> Required work
Below are the records; copy out every line that holds the word "Sokak".

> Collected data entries
◆ ◆ ◆ ◆

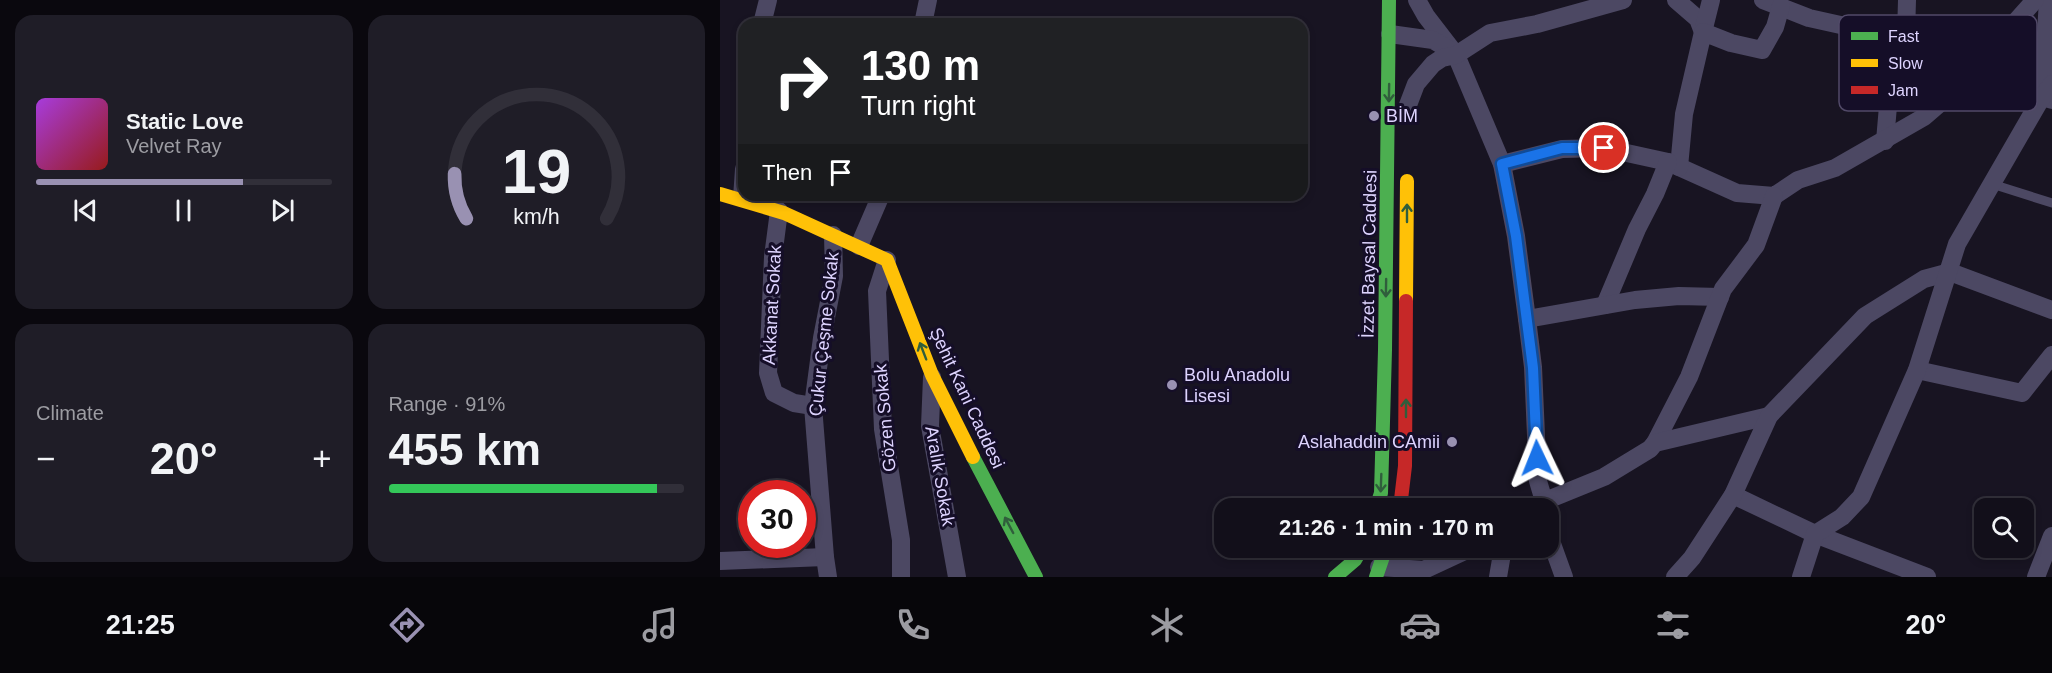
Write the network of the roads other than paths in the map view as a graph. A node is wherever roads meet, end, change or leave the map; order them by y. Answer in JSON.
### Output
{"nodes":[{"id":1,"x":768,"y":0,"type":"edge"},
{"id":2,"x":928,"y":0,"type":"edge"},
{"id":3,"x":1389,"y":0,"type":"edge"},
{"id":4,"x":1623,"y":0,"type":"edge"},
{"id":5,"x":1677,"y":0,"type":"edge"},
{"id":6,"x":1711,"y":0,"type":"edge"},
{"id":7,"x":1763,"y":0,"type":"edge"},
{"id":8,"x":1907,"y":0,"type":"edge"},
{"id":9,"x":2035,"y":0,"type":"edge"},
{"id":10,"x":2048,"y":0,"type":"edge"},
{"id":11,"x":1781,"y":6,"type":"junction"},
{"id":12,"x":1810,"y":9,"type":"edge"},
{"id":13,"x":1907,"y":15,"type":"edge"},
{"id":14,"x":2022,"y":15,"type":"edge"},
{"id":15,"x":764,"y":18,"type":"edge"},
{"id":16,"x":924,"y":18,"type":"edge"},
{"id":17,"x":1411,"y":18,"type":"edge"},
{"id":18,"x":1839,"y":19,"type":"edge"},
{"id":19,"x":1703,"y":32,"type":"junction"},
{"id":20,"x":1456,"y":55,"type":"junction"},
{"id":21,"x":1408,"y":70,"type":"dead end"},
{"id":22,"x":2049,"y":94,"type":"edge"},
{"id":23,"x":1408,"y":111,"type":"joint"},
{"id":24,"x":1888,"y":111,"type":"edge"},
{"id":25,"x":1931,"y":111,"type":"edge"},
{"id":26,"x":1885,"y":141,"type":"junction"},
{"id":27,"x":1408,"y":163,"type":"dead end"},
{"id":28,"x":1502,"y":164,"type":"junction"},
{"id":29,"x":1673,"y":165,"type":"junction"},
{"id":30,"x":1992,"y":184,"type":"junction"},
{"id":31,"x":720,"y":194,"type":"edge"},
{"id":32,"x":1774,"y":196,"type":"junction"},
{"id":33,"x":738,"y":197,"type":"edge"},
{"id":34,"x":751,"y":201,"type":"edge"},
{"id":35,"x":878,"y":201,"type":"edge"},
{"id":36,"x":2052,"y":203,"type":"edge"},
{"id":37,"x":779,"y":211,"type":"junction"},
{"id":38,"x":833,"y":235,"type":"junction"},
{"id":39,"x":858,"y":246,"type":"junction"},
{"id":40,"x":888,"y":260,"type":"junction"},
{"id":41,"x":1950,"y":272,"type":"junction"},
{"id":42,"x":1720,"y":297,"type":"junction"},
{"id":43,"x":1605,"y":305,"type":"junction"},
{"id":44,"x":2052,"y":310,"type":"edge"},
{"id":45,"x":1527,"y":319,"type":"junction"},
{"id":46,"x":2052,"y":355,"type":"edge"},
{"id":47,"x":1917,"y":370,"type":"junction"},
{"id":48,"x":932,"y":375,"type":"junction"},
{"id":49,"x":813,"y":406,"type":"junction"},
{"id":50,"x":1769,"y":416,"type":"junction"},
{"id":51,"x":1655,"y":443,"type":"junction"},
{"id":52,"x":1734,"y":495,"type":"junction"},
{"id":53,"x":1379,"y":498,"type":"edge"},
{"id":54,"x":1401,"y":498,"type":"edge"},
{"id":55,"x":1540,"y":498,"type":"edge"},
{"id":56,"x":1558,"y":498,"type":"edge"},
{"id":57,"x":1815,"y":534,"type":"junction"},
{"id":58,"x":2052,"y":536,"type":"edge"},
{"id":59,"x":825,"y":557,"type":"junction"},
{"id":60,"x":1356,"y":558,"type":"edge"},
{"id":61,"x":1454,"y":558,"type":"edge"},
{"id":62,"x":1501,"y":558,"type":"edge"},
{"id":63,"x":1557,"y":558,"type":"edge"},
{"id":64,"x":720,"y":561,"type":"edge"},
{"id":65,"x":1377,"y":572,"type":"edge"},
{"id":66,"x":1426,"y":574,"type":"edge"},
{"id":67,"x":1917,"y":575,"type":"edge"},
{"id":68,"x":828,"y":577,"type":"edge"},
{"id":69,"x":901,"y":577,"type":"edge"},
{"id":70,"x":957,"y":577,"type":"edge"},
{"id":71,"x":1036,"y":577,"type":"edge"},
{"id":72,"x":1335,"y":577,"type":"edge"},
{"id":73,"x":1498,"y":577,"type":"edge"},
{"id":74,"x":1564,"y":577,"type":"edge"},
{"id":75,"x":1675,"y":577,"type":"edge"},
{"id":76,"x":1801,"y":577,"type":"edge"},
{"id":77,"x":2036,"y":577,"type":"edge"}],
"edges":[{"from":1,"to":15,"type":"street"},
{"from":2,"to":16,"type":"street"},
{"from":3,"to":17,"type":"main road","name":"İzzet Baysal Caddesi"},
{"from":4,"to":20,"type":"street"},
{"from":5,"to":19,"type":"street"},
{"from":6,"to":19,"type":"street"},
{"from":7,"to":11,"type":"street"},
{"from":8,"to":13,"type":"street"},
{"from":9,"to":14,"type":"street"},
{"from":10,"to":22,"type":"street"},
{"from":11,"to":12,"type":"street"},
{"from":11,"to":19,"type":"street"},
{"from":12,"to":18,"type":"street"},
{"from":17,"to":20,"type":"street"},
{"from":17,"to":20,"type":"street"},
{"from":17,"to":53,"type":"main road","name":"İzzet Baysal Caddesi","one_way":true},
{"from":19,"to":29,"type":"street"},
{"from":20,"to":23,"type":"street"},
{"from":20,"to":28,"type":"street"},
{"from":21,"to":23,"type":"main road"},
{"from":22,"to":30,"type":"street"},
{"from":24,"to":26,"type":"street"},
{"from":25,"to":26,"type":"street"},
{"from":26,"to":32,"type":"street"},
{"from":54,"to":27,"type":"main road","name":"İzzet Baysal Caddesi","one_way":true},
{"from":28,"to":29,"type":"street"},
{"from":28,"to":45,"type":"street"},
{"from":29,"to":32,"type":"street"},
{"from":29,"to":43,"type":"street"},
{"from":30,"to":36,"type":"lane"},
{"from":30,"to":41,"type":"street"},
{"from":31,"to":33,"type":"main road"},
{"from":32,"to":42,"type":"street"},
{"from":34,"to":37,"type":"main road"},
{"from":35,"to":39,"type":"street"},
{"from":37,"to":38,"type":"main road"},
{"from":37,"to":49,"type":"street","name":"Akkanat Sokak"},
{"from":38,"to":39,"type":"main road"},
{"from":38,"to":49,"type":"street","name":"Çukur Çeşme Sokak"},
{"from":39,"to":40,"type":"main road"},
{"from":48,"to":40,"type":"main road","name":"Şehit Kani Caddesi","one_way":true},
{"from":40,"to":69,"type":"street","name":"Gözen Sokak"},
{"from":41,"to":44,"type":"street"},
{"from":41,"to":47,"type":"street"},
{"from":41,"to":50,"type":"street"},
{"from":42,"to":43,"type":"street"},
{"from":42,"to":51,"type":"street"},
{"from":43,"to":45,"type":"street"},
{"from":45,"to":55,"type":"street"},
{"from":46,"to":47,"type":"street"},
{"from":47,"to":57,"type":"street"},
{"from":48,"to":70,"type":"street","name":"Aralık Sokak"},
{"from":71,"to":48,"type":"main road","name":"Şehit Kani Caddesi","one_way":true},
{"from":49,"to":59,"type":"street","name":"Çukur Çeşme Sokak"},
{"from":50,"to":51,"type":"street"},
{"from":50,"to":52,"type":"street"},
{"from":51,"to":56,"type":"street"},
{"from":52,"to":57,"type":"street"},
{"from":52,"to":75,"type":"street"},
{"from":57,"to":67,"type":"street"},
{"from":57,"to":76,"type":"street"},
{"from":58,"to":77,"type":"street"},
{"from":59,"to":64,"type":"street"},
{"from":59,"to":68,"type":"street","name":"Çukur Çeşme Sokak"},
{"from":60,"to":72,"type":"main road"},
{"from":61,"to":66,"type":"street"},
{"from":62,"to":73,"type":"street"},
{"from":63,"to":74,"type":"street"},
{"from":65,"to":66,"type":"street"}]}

◆ ◆ ◆ ◆

> Result for this task
{"from":37,"to":49,"type":"street","name":"Akkanat Sokak"},
{"from":38,"to":49,"type":"street","name":"Çukur Çeşme Sokak"},
{"from":40,"to":69,"type":"street","name":"Gözen Sokak"},
{"from":48,"to":70,"type":"street","name":"Aralık Sokak"},
{"from":49,"to":59,"type":"street","name":"Çukur Çeşme Sokak"},
{"from":59,"to":68,"type":"street","name":"Çukur Çeşme Sokak"},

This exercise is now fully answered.